Je m’associais aussi avec une vivacité extrême à tous les travaux des champs. Avec une brouette, un râteau, une hotte, une fourche, appropriés à ma taille et à ma force, je prenais une part active à la fenaison, à la moisson, aux vendanges.

Les glanes et le halebotage surtout[1], facilités par la négligence volontaire de nos métayers ou de nos vignerons, amenaient de grandes joies, quand, à la fin de la journée, je distribuais, selon mes préférences, aux enfants des pauvres, ma gerbe ou ma hotte pe santé.

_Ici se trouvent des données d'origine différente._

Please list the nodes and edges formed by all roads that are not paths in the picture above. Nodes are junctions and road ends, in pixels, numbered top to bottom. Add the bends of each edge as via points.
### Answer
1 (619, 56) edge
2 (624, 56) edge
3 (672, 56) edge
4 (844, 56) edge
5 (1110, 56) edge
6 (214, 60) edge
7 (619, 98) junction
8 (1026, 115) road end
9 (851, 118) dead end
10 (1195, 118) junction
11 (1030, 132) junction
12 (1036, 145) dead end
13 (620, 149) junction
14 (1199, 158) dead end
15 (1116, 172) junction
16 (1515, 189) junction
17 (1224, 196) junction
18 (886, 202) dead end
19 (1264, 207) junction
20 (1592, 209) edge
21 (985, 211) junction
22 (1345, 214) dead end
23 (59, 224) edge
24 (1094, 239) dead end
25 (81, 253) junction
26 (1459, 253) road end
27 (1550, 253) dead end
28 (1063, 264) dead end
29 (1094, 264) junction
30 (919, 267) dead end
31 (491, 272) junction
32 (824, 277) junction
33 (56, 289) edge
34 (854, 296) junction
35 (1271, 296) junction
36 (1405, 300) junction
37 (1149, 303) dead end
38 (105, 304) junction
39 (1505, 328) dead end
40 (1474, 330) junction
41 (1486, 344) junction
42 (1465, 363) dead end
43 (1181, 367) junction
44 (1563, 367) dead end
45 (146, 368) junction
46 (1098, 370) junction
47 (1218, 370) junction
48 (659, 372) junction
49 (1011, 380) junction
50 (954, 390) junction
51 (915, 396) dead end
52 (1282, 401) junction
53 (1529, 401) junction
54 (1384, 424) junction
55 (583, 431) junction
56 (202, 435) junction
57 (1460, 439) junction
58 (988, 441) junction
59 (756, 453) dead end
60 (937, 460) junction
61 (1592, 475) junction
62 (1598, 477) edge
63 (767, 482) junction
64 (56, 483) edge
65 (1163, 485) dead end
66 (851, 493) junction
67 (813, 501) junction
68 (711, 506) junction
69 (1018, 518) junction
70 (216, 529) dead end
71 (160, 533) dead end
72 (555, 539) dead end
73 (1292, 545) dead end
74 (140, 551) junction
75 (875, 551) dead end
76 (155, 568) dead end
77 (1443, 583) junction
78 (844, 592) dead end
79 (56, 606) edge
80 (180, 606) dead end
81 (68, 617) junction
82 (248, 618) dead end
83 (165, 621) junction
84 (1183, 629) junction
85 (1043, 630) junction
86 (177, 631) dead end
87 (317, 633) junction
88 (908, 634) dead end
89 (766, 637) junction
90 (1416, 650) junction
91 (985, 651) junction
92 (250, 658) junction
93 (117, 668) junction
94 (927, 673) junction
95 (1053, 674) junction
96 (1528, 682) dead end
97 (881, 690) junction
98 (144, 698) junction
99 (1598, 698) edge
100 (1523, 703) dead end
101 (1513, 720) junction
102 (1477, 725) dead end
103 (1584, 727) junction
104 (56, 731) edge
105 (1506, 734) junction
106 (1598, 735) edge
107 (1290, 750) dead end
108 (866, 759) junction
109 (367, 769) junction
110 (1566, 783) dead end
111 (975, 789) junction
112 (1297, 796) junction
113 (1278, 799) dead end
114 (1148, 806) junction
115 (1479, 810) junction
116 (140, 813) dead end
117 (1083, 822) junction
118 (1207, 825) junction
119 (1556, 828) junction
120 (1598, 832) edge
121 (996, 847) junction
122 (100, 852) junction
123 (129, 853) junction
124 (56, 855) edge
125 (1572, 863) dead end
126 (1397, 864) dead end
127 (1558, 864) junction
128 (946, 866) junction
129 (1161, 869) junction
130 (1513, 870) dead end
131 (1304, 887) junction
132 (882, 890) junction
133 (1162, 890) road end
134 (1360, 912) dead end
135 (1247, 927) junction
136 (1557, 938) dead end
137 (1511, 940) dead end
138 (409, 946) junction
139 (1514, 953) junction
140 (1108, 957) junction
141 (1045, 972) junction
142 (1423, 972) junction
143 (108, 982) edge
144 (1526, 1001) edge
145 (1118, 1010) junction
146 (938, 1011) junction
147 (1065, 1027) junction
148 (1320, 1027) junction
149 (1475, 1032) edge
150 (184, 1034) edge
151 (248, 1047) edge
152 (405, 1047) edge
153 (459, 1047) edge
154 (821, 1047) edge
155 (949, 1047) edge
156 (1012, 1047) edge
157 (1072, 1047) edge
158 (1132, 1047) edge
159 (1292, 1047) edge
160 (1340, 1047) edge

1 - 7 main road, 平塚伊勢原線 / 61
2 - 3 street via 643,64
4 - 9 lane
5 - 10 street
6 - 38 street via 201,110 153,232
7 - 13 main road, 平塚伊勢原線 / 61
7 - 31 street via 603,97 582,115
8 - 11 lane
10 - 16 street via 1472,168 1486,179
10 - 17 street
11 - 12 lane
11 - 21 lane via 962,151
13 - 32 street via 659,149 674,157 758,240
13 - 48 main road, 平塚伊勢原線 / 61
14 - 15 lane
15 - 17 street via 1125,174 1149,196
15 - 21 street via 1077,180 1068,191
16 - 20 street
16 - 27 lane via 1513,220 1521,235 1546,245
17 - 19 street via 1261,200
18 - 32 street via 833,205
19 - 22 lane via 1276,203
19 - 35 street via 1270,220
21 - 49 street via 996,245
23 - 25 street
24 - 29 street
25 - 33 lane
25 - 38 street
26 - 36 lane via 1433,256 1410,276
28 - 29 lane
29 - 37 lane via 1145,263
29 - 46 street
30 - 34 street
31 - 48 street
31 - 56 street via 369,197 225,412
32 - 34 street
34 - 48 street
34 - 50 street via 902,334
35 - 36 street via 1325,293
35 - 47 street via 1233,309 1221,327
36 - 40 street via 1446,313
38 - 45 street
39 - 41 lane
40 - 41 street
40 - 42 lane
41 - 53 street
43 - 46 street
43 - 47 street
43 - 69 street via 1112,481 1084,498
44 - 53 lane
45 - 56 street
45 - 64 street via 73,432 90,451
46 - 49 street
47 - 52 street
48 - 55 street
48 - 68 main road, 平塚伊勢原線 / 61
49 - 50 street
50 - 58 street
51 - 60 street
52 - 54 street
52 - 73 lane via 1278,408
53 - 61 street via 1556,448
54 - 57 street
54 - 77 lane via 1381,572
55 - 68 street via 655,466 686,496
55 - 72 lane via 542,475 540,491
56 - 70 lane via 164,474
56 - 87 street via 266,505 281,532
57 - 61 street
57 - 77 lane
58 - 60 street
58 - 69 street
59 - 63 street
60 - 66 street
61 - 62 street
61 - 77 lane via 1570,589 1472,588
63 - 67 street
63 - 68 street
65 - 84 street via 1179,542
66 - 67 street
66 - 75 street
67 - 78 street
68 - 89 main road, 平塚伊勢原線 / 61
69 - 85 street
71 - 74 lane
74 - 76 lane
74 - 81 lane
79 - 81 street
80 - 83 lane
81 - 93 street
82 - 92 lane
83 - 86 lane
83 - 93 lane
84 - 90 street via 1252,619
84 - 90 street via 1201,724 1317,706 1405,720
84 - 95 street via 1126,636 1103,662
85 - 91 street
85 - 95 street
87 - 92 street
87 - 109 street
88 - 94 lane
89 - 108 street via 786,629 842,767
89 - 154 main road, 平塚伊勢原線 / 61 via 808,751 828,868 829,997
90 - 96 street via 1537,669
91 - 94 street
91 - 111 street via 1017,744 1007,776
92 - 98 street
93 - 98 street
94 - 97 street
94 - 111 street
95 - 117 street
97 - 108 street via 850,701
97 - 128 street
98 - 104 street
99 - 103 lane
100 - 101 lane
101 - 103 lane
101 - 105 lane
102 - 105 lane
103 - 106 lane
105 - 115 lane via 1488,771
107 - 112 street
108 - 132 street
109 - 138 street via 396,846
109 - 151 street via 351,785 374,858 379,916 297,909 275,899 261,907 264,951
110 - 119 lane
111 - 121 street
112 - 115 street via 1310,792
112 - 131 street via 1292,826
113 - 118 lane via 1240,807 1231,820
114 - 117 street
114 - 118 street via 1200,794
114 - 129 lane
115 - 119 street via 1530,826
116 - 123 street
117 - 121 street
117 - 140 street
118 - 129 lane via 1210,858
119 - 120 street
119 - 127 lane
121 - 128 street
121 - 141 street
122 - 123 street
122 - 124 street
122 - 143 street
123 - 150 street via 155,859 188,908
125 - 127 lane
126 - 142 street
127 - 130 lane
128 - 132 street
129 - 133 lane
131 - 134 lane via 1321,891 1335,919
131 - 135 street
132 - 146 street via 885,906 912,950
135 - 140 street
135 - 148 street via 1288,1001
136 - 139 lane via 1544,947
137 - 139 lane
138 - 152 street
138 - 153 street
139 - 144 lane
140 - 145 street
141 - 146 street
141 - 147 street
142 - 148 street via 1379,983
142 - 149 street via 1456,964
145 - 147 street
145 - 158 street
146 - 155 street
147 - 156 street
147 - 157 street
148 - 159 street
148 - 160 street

Je ne dois pas omettre non plus, dans la revue que je passe de mes plaisirs, ces immenses lessives qui se font deux ou trois fois l’an dans les maisons bien pourvues de linge, et pour lesquelles on convoquait chez nous le ban et l’arrière-ban des commères, dont le caquet, infatigable plus encore que le battoir, emplissait la buanderie et les cours d’un gai tapage. Il n’est pas jusqu’à la carriole qui s’en allait aux provisions vers la ville, dont le départ et le retour, reten-

  1. Hale ou halelotage : c’est le nom que donnent les paysans tourangeaux à ce qui s’appelle ailleurs le grapillage : la glane du raisin après la vendange.